I admit I arrived a little late on this one with my son. But once my daughter was born, I quickly added both children to my primary credit card as authorized users. Even though I’m still responsible for the bill, this basically gives them access to the same card I have.
They each got their own card in the mail, but I kept it hidden and have no intention of giving it to my kids, even when they are old enough to know what a credit card is. My goal was not to give them a credit card. It was to add my account to their credit history to help them build their credit.
I recommend paying your credit card bills on time every month and not charging too much to your card. This will reflect well on our children’s credit records. Once they’re old enough to apply for a loan or credit card on their own, they’ll have an easier time because their report will show that they already have at least 10 years of experience paying regularly with a credit card.
Although it may seem like cheating to some, it is one of the easiest ways to help your child build a solid credit history. If you’re interested in doing the same for your child, check with your issuer to see what their rules are for authorized users. Some require authorized users to be of a certain age, while others have no age restrictions. Many issuers allow you to add authorized users online, but you can also contact your card issuer by phone. Typically, all you need is your name, date of birth, and Social Security number.
2. I opened a college savings account for them
Each of my children has a 529 college savings account, and I save money each month to pay for their higher education. My kids are too young to have any kind of career goals right now, so I don’t know if they’ll want to go to a traditional college or trade school. However, you can use your 529 funds for either.

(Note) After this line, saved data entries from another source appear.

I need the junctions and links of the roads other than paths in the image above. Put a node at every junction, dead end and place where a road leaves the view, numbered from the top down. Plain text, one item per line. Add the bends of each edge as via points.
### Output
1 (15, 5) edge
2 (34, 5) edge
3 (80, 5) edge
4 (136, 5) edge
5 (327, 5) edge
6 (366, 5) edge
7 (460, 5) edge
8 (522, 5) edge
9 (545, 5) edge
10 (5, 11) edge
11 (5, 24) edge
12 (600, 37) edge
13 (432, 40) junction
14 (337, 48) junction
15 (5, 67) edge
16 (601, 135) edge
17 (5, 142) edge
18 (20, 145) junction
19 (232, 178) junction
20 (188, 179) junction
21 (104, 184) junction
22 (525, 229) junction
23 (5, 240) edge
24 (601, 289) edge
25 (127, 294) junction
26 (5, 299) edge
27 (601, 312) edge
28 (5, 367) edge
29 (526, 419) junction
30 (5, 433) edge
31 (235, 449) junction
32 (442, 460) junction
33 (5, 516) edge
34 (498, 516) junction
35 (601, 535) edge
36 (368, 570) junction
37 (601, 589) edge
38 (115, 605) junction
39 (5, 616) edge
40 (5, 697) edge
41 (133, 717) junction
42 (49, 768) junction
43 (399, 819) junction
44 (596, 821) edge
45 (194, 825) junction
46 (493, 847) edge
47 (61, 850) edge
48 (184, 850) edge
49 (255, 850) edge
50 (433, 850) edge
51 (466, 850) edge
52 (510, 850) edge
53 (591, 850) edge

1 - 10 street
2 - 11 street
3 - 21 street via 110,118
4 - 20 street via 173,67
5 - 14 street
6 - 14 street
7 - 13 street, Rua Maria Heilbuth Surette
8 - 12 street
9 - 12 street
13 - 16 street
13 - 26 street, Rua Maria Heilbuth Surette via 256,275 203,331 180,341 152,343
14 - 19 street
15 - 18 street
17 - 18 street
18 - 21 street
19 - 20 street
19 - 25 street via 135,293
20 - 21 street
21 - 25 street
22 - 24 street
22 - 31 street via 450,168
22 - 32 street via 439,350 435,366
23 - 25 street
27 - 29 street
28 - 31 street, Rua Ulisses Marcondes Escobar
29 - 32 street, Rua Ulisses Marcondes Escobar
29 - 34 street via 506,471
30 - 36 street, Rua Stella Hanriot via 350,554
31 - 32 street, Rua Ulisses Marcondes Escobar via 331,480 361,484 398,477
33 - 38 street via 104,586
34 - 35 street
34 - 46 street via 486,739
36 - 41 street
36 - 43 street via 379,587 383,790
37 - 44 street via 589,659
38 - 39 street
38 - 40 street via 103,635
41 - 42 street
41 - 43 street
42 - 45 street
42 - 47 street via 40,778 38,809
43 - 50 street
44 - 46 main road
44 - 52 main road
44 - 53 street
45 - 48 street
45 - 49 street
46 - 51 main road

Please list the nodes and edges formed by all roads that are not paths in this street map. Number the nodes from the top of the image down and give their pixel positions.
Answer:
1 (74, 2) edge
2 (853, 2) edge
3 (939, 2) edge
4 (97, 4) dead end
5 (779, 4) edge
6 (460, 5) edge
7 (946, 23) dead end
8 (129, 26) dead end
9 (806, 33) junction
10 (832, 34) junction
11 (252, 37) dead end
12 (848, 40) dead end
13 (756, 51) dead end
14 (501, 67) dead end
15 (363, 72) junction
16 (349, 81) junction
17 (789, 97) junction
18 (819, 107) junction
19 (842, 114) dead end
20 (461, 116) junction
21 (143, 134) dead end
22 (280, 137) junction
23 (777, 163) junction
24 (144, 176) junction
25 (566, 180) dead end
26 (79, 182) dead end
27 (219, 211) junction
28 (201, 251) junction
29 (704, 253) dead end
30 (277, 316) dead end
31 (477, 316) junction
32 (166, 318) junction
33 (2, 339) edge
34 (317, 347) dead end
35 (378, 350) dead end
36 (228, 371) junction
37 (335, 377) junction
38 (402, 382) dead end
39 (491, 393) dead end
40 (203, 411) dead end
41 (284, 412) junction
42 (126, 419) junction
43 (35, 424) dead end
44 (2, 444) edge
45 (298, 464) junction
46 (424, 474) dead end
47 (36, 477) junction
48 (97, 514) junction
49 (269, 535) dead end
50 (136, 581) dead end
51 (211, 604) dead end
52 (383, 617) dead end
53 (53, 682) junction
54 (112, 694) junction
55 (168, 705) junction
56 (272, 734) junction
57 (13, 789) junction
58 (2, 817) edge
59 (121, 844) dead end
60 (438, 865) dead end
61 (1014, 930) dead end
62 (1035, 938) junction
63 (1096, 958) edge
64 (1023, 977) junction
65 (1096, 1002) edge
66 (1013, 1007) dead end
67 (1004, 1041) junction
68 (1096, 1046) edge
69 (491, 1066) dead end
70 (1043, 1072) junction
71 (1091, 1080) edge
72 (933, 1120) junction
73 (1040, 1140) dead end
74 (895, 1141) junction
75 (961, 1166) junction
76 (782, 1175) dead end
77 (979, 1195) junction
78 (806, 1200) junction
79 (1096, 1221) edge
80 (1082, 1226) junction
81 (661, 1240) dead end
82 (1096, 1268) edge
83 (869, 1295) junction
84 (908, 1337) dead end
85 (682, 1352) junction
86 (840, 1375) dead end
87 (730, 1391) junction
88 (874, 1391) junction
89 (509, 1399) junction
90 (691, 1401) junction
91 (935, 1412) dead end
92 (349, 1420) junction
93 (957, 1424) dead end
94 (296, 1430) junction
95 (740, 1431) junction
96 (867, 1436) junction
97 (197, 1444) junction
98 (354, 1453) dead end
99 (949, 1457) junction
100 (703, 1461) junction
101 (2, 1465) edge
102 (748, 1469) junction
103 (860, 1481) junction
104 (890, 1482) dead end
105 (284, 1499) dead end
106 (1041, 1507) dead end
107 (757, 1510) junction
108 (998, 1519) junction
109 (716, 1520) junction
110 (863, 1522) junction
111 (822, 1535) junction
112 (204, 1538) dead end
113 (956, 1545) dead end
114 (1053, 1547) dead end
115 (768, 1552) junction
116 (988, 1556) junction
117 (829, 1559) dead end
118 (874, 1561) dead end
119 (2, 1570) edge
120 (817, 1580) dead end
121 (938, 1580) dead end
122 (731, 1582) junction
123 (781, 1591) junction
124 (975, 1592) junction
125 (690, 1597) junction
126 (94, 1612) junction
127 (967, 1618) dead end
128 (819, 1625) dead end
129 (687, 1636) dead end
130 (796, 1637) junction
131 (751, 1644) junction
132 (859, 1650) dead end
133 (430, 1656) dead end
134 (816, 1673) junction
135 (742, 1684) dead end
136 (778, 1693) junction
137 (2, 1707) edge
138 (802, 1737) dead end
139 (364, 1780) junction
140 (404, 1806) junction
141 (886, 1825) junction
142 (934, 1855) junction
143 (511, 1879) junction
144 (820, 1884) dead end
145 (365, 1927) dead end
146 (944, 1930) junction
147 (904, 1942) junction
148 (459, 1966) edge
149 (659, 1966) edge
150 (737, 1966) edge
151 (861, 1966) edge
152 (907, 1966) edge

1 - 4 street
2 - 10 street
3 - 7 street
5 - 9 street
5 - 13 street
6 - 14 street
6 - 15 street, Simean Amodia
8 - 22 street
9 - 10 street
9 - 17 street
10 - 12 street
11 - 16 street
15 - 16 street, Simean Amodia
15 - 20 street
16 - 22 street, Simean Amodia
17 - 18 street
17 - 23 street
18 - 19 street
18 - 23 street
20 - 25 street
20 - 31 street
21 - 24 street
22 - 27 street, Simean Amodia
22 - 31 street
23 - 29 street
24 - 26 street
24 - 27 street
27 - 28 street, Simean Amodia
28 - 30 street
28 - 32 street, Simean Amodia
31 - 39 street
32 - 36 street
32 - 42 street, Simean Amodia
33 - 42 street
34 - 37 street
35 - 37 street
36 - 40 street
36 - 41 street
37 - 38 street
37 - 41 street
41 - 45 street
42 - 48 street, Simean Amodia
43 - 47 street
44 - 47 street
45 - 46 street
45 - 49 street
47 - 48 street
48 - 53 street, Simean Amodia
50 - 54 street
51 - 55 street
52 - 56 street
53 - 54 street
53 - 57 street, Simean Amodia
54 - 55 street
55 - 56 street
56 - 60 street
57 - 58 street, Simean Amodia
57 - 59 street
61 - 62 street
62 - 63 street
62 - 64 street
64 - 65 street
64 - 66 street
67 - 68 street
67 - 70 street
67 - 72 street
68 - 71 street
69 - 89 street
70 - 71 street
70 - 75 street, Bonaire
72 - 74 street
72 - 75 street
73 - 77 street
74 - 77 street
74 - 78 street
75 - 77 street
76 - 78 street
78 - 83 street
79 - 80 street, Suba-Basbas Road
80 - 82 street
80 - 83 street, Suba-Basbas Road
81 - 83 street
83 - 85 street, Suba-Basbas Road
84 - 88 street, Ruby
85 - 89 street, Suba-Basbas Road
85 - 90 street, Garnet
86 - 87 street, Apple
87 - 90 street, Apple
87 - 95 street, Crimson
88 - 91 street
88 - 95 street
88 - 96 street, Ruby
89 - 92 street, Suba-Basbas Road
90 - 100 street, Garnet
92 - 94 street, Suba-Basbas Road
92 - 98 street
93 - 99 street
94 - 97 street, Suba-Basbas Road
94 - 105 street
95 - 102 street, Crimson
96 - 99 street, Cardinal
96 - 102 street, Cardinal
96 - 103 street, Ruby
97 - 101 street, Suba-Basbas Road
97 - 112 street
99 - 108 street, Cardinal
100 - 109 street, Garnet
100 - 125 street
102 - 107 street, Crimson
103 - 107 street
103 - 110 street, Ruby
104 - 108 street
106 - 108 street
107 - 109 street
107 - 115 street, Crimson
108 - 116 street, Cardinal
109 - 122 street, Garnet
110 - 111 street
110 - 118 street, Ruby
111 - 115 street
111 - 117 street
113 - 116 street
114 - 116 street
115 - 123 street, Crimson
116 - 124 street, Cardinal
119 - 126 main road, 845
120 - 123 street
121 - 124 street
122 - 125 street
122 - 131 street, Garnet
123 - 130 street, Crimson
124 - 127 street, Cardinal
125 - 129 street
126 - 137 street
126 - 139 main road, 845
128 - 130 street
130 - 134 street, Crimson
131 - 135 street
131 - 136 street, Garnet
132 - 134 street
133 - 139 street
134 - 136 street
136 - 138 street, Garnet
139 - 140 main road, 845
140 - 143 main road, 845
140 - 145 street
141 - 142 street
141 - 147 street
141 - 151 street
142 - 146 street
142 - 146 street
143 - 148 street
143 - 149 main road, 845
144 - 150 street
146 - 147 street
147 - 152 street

You can also transfer your 529 account to a new beneficiary, so you can adjust as needed if one of your children needs more money for school and the other needs less. However, there are usually rules about how long you have to change the beneficiary after the account is opened.
You don’t need a 529 account to save for higher education, but you may qualify for a state tax break if you open a 529 through your state plan. These plans also include tax-deferred growth, and qualified education withdrawals are tax-free. However, you may be subject to a penalty if you attempt to withdraw funds for expenses other than education expenses.
If you’re worried about the money left in your account, you’ll be happy to know that a new rule change that went into effect this year allows 529 beneficiaries to transfer up to $35,000 from their 529 plan to a Roth plan over their lifetime. In the name of IRA. However, to do this, beneficiaries and plans must meet the following requirements:
- The Roth IRA must be in the name of the 529 plan beneficiary.
- The 529 plan must be open for at least 15 years before transferring.
- You cannot transfer any funds deposited or any income associated with these funds within 5 years prior to the transfer.
- You can only contribute up to the lesser of your earned income or your IRA contribution limit ($7,000 in 2024) each year, and these rollovers will reduce the amount you can contribute directly to your IRA.
This can help you jumpstart your retirement savings if your child doesn’t need all of the money saved for school.
3. Increased life insurance premiums
I don’t want to think about missing my kids growing up, but I know there’s always a risk of that happening. This is why I budgeted for additional life insurance after my children were born.
I already had insurance before having children, but if not, now is a good time to compare life insurance providers. You can contact a few places and get quotes to see which one offers the best deal. We consider your age, health, and desired coverage when setting your premium. If you’re not sure how much life insurance you need, think about what kinds of expenses you want to cover for your family when you die.
You will likely have to submit to a medical examination for your policy to be approved, which may take some time. So, if you want your policy to be implemented soon, it’s best not to put it off for too long.
I understand that not everyone can afford to take all the steps I’ve mentioned here. It’s okay though. Doing any of the above can make a big difference to your child’s financial well-being in the future. All we can do is do our best.